Data excerpts
= = = = =

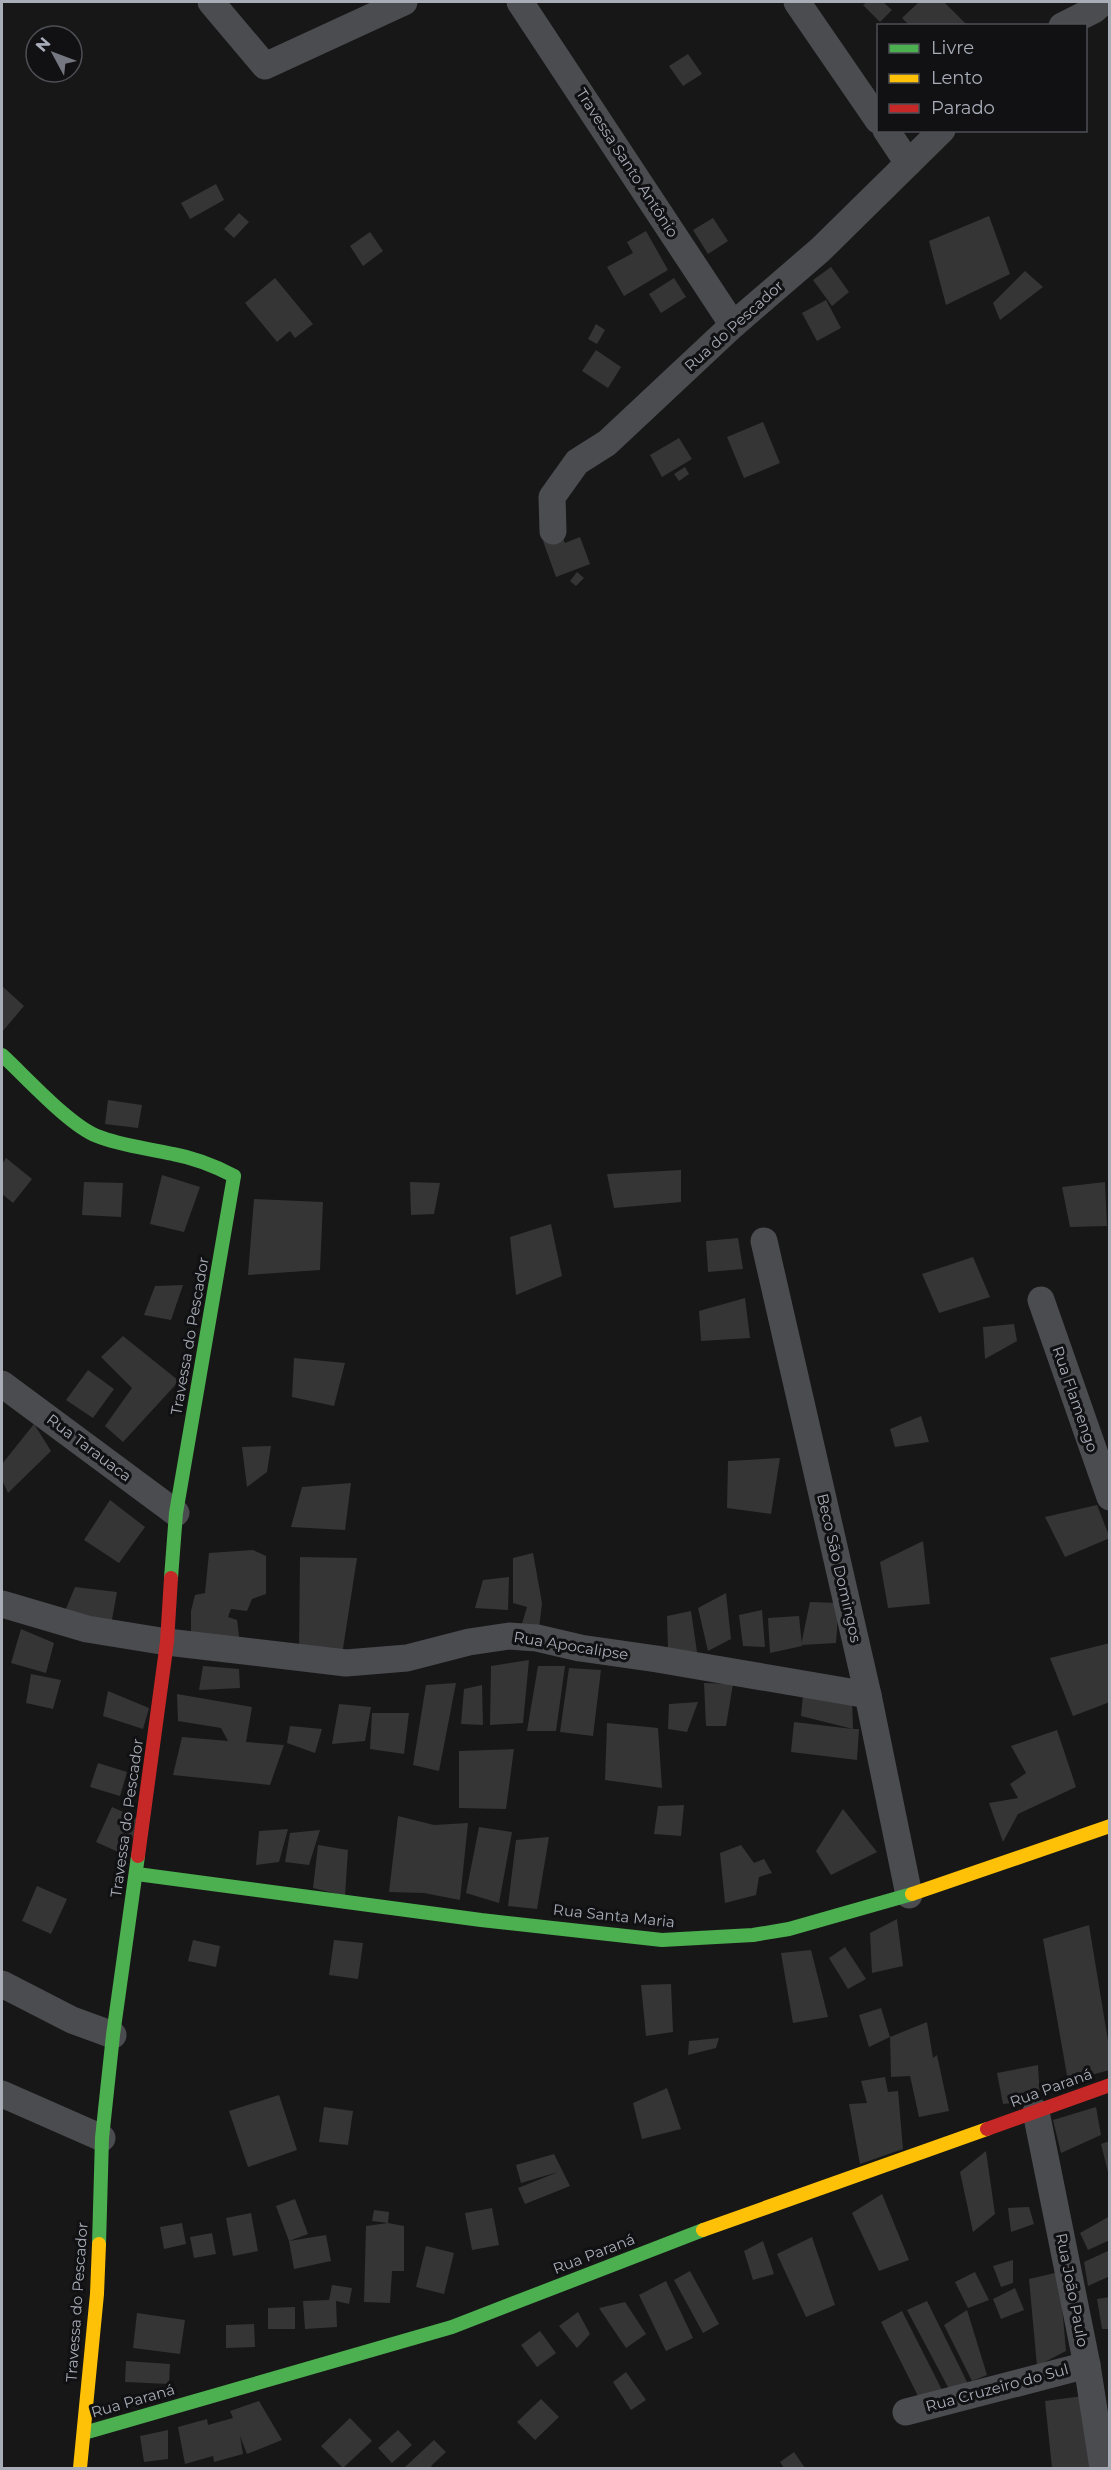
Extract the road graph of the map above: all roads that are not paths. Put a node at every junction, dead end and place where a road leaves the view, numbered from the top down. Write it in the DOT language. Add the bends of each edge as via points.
graph roads {
  1 [pos="211,2"];
  2 [pos="404,2"];
  3 [pos="520,2"];
  4 [pos="797,2"];
  5 [pos="1103,2"];
  6 [pos="1066,24"];
  7 [pos="877,117"];
  8 [pos="887,132"];
  9 [pos="940,132"];
  10 [pos="908,163"];
  11 [pos="733,325"];
  12 [pos="553,531"];
  13 [pos="2,1055"];
  14 [pos="764,1241"];
  15 [pos="1041,1300"];
  16 [pos="2,1384"];
  17 [pos="1110,1497"];
  18 [pos="176,1514"];
  19 [pos="2,1604"];
  20 [pos="167,1642"];
  21 [pos="868,1695"];
  22 [pos="1110,1826"];
  23 [pos="136,1874"];
  24 [pos="909,1895"];
  25 [pos="2,1984"];
  26 [pos="113,2035"];
  27 [pos="1110,2085"];
  28 [pos="2,2094"];
  29 [pos="1036,2112"];
  30 [pos="102,2138"];
  31 [pos="1087,2364"];
  32 [pos="906,2412"];
  33 [pos="84,2433"];
  34 [pos="80,2469"];
  35 [pos="1103,2469"];
  1 -- 2 [label="street" via="265,66"];
  3 -- 11 [label="street, Travessa Santo Antônio"];
  4 -- 7 [label="street"];
  5 -- 6 [label="street"];
  8 -- 10 [label="street"];
  9 -- 10 [label="street, Rua do Pescador"];
  10 -- 11 [label="street, Rua do Pescador" via="820,250"];
  11 -- 12 [label="street, Rua do Pescador" via="608,443 577,462 552,497"];
  13 -- 18 [label="street, Travessa do Pescador" via="95,1136 175,1154 234,1176"];
  14 -- 21 [label="street, Beco São Domingos"];
  15 -- 17 [label="street, Rua Flamengo"];
  16 -- 18 [label="street, Rua Tarauaca"];
  18 -- 20 [label="street, Travessa do Pescador"];
  19 -- 20 [label="street, Rua Apocalipse" via="87,1629"];
  20 -- 21 [label="street, Rua Apocalipse" via="346,1663 407,1658 509,1636 537,1638"];
  20 -- 23 [label="street, Travessa do Pescador"];
  21 -- 24 [label="street, Beco São Domingos"];
  22 -- 24 [label="street, Rua Santa Maria"];
  23 -- 24 [label="street, Rua Santa Maria" via="662,1940 789,1929"];
  23 -- 26 [label="street, Travessa do Pescador"];
  25 -- 26 [label="street" via="72,2020"];
  26 -- 30 [label="street, Travessa do Pescador"];
  27 -- 29 [label="street, Rua Paraná"];
  28 -- 30 [label="street"];
  29 -- 31 [label="street, Rua João Paulo"];
  29 -- 33 [label="street, Rua Paraná" via="729,2220 452,2326"];
  30 -- 33 [label="street, Travessa do Pescador" via="97,2294"];
  31 -- 32 [label="street, Rua Cruzeiro do Sul"];
  31 -- 35 [label="street, Rua João Paulo"];
  33 -- 34 [label="street, Travessa do Pescador"];
}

= = = = =

Work to be completed: The expected output is each record, copied exactly, and nothing in place of the pictures.

Exercise response:
Extract the road graph of the map above: all roads that are not paths. Put a node at every junction, dead end and place where a road leaves the view, numbered from the top down. Write it in the DOT language. Add the bends of each edge as via points.
graph roads {
  1 [pos="211,2"];
  2 [pos="404,2"];
  3 [pos="520,2"];
  4 [pos="797,2"];
  5 [pos="1103,2"];
  6 [pos="1066,24"];
  7 [pos="877,117"];
  8 [pos="887,132"];
  9 [pos="940,132"];
  10 [pos="908,163"];
  11 [pos="733,325"];
  12 [pos="553,531"];
  13 [pos="2,1055"];
  14 [pos="764,1241"];
  15 [pos="1041,1300"];
  16 [pos="2,1384"];
  17 [pos="1110,1497"];
  18 [pos="176,1514"];
  19 [pos="2,1604"];
  20 [pos="167,1642"];
  21 [pos="868,1695"];
  22 [pos="1110,1826"];
  23 [pos="136,1874"];
  24 [pos="909,1895"];
  25 [pos="2,1984"];
  26 [pos="113,2035"];
  27 [pos="1110,2085"];
  28 [pos="2,2094"];
  29 [pos="1036,2112"];
  30 [pos="102,2138"];
  31 [pos="1087,2364"];
  32 [pos="906,2412"];
  33 [pos="84,2433"];
  34 [pos="80,2469"];
  35 [pos="1103,2469"];
  1 -- 2 [label="street" via="265,66"];
  3 -- 11 [label="street, Travessa Santo Antônio"];
  4 -- 7 [label="street"];
  5 -- 6 [label="street"];
  8 -- 10 [label="street"];
  9 -- 10 [label="street, Rua do Pescador"];
  10 -- 11 [label="street, Rua do Pescador" via="820,250"];
  11 -- 12 [label="street, Rua do Pescador" via="608,443 577,462 552,497"];
  13 -- 18 [label="street, Travessa do Pescador" via="95,1136 175,1154 234,1176"];
  14 -- 21 [label="street, Beco São Domingos"];
  15 -- 17 [label="street, Rua Flamengo"];
  16 -- 18 [label="street, Rua Tarauaca"];
  18 -- 20 [label="street, Travessa do Pescador"];
  19 -- 20 [label="street, Rua Apocalipse" via="87,1629"];
  20 -- 21 [label="street, Rua Apocalipse" via="346,1663 407,1658 509,1636 537,1638"];
  20 -- 23 [label="street, Travessa do Pescador"];
  21 -- 24 [label="street, Beco São Domingos"];
  22 -- 24 [label="street, Rua Santa Maria"];
  23 -- 24 [label="street, Rua Santa Maria" via="662,1940 789,1929"];
  23 -- 26 [label="street, Travessa do Pescador"];
  25 -- 26 [label="street" via="72,2020"];
  26 -- 30 [label="street, Travessa do Pescador"];
  27 -- 29 [label="street, Rua Paraná"];
  28 -- 30 [label="street"];
  29 -- 31 [label="street, Rua João Paulo"];
  29 -- 33 [label="street, Rua Paraná" via="729,2220 452,2326"];
  30 -- 33 [label="street, Travessa do Pescador" via="97,2294"];
  31 -- 32 [label="street, Rua Cruzeiro do Sul"];
  31 -- 35 [label="street, Rua João Paulo"];
  33 -- 34 [label="street, Travessa do Pescador"];
}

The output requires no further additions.